=== Assigned task ===
Retype the listing exactly as it stands, and keep every image out.

::::::::::

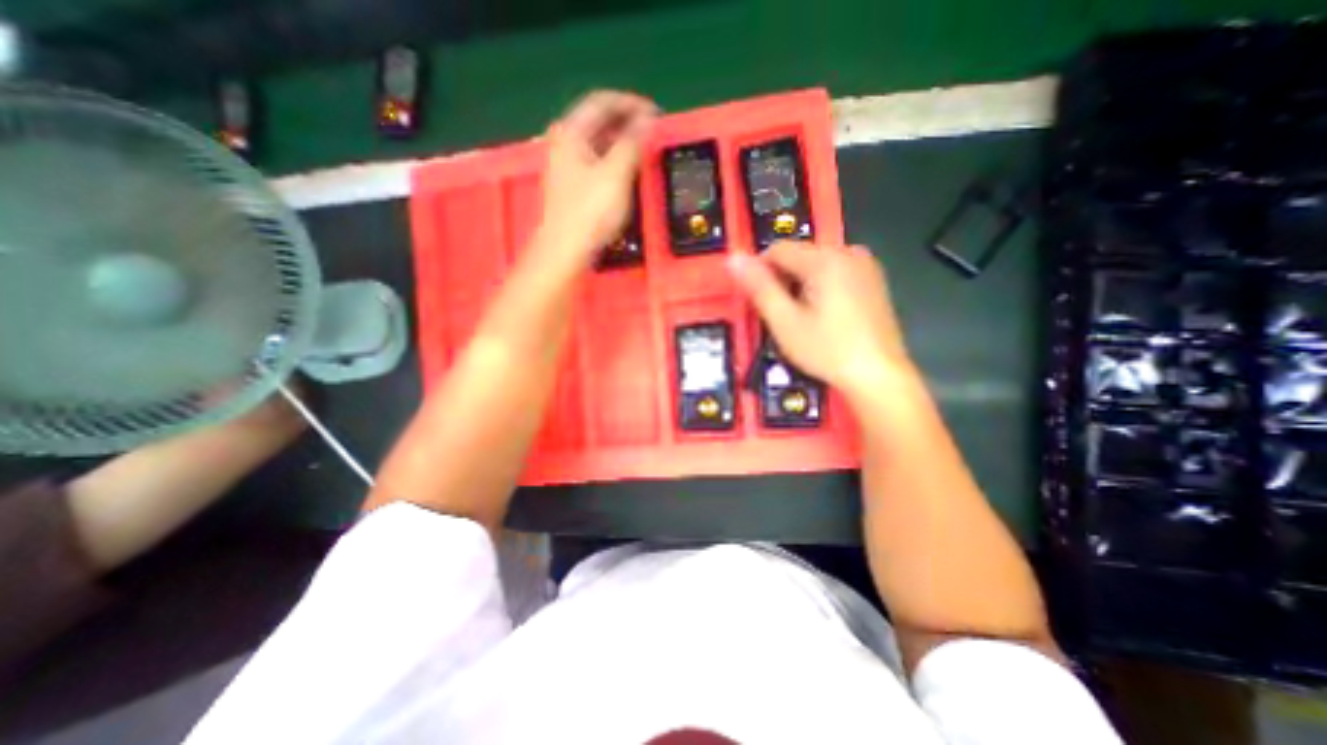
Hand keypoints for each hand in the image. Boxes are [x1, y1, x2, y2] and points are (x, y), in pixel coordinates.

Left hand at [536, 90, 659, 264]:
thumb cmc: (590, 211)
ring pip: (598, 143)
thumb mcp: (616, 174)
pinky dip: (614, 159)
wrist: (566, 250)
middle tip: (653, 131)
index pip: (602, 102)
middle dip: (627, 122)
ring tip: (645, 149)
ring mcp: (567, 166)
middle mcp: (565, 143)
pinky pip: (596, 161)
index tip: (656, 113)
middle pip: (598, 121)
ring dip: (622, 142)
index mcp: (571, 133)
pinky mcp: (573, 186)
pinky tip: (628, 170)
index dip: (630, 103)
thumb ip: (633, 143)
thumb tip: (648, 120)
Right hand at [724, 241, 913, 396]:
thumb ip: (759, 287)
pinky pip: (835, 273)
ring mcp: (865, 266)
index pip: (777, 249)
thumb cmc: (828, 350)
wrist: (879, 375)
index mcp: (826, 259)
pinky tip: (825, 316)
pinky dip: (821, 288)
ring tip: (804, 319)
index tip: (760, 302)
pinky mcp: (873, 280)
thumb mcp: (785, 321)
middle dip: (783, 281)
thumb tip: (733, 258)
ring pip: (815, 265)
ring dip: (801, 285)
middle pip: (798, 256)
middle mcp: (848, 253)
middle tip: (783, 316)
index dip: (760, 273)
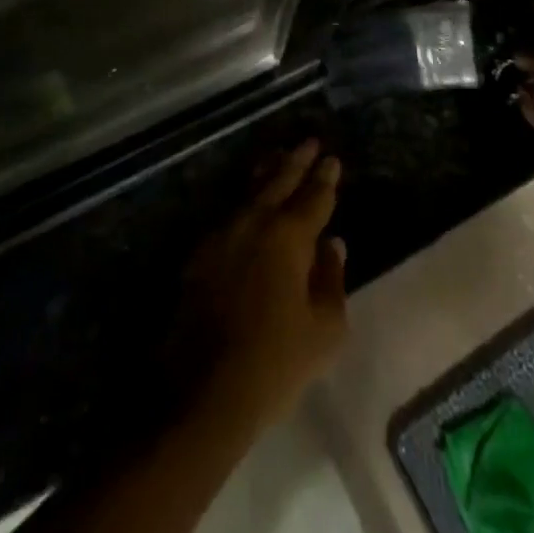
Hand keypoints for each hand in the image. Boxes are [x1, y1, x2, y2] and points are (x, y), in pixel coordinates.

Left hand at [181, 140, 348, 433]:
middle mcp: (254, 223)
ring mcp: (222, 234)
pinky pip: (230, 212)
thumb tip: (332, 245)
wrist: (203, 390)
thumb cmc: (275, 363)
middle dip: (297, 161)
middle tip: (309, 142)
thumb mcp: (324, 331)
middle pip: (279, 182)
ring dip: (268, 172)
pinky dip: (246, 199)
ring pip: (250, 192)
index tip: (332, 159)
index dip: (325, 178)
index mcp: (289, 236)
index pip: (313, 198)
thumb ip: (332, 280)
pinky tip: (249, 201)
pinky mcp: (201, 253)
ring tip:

::::::::::

=== Response for this exercise ===
Hand keypoints for each hand in the image. Boxes are [x1, y1, x2, y2] and points are (x, y), in pixel coordinates.

Left hand at [536, 90, 659, 264]:
thumb cmc: (590, 211)
ring pip: (598, 143)
thumb mcp: (616, 174)
pinky dip: (614, 159)
wrist: (566, 250)
middle tip: (653, 131)
index pip: (602, 102)
middle dip: (627, 122)
ring tip: (645, 149)
ring mcp: (567, 166)
middle mcp: (565, 143)
pinky pip: (596, 161)
index tip: (656, 113)
middle pip: (598, 121)
ring dip: (622, 142)
index mcp: (571, 133)
pinky mcp: (573, 186)
pinky tip: (628, 170)
index dip: (630, 103)
thumb ip: (633, 143)
thumb tip: (648, 120)
Right hand at [724, 241, 913, 396]:
thumb ip: (759, 287)
pinky pip: (835, 273)
ring mcp: (865, 266)
index pip: (777, 249)
thumb cmc: (828, 350)
wrist: (879, 375)
index mcp: (826, 259)
pinky tip: (825, 316)
pinky dip: (821, 288)
ring tip: (804, 319)
index tip: (760, 302)
pinky mcp: (873, 280)
thumb mcp: (785, 321)
middle dip: (783, 281)
thumb tip: (733, 258)
ring pip: (815, 265)
ring dip: (801, 285)
middle pip: (798, 256)
middle mcp: (848, 253)
middle tip: (783, 316)
index dip: (760, 273)
Hand keypoints for each hand in the image. Boxes are [x1, y1, x2, y2] and points are (x, y), in pixel coordinates.

Left hand at [181, 140, 348, 433]:
middle mcp: (254, 223)
ring mcp: (222, 234)
pinky pip: (230, 212)
thumb tip: (332, 245)
wrist: (203, 390)
thumb cmc: (275, 363)
middle dip: (297, 161)
middle tip: (309, 142)
thumb mcp: (324, 331)
middle pip: (279, 182)
ring dip: (268, 172)
pinky dip: (246, 199)
ring pip: (250, 192)
index tip: (332, 159)
index dip: (325, 178)
index mcp: (289, 236)
index pip: (313, 198)
thumb ip: (332, 280)
pinky tip: (249, 201)
pinky mcp: (201, 253)
ring tip:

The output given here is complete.